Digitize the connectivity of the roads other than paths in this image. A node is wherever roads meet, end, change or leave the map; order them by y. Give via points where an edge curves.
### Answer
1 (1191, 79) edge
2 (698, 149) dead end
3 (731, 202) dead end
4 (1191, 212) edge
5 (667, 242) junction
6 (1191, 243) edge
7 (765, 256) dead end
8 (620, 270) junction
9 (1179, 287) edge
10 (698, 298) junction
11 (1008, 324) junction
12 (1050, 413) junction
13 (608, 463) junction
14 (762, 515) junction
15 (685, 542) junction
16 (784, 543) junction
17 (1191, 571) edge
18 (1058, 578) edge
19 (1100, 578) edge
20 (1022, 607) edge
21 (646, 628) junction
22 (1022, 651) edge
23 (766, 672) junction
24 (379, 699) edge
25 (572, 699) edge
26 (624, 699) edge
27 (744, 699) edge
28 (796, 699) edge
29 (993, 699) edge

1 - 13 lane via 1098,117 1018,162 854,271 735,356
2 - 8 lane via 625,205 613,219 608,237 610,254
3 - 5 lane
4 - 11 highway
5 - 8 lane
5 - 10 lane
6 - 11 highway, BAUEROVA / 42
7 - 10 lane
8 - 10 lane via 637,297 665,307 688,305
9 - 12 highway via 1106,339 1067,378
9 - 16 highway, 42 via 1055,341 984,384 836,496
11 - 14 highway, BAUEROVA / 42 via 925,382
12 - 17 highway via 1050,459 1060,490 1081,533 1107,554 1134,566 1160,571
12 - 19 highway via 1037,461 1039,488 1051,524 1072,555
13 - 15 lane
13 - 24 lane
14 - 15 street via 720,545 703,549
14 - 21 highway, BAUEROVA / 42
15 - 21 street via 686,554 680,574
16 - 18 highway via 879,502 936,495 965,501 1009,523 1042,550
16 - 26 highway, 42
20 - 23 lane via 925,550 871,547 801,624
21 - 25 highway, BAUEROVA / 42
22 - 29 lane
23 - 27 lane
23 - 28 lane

* **Task**: A full, exact copy of the entries is required. Return it.

* **Exercise response**:
Digitize the connectivity of the roads other than paths in this image. A node is wherever roads meet, end, change or leave the map; order them by y. Give via points where an edge curves.
### Answer
1 (1191, 79) edge
2 (698, 149) dead end
3 (731, 202) dead end
4 (1191, 212) edge
5 (667, 242) junction
6 (1191, 243) edge
7 (765, 256) dead end
8 (620, 270) junction
9 (1179, 287) edge
10 (698, 298) junction
11 (1008, 324) junction
12 (1050, 413) junction
13 (608, 463) junction
14 (762, 515) junction
15 (685, 542) junction
16 (784, 543) junction
17 (1191, 571) edge
18 (1058, 578) edge
19 (1100, 578) edge
20 (1022, 607) edge
21 (646, 628) junction
22 (1022, 651) edge
23 (766, 672) junction
24 (379, 699) edge
25 (572, 699) edge
26 (624, 699) edge
27 (744, 699) edge
28 (796, 699) edge
29 (993, 699) edge

1 - 13 lane via 1098,117 1018,162 854,271 735,356
2 - 8 lane via 625,205 613,219 608,237 610,254
3 - 5 lane
4 - 11 highway
5 - 8 lane
5 - 10 lane
6 - 11 highway, BAUEROVA / 42
7 - 10 lane
8 - 10 lane via 637,297 665,307 688,305
9 - 12 highway via 1106,339 1067,378
9 - 16 highway, 42 via 1055,341 984,384 836,496
11 - 14 highway, BAUEROVA / 42 via 925,382
12 - 17 highway via 1050,459 1060,490 1081,533 1107,554 1134,566 1160,571
12 - 19 highway via 1037,461 1039,488 1051,524 1072,555
13 - 15 lane
13 - 24 lane
14 - 15 street via 720,545 703,549
14 - 21 highway, BAUEROVA / 42
15 - 21 street via 686,554 680,574
16 - 18 highway via 879,502 936,495 965,501 1009,523 1042,550
16 - 26 highway, 42
20 - 23 lane via 925,550 871,547 801,624
21 - 25 highway, BAUEROVA / 42
22 - 29 lane
23 - 27 lane
23 - 28 lane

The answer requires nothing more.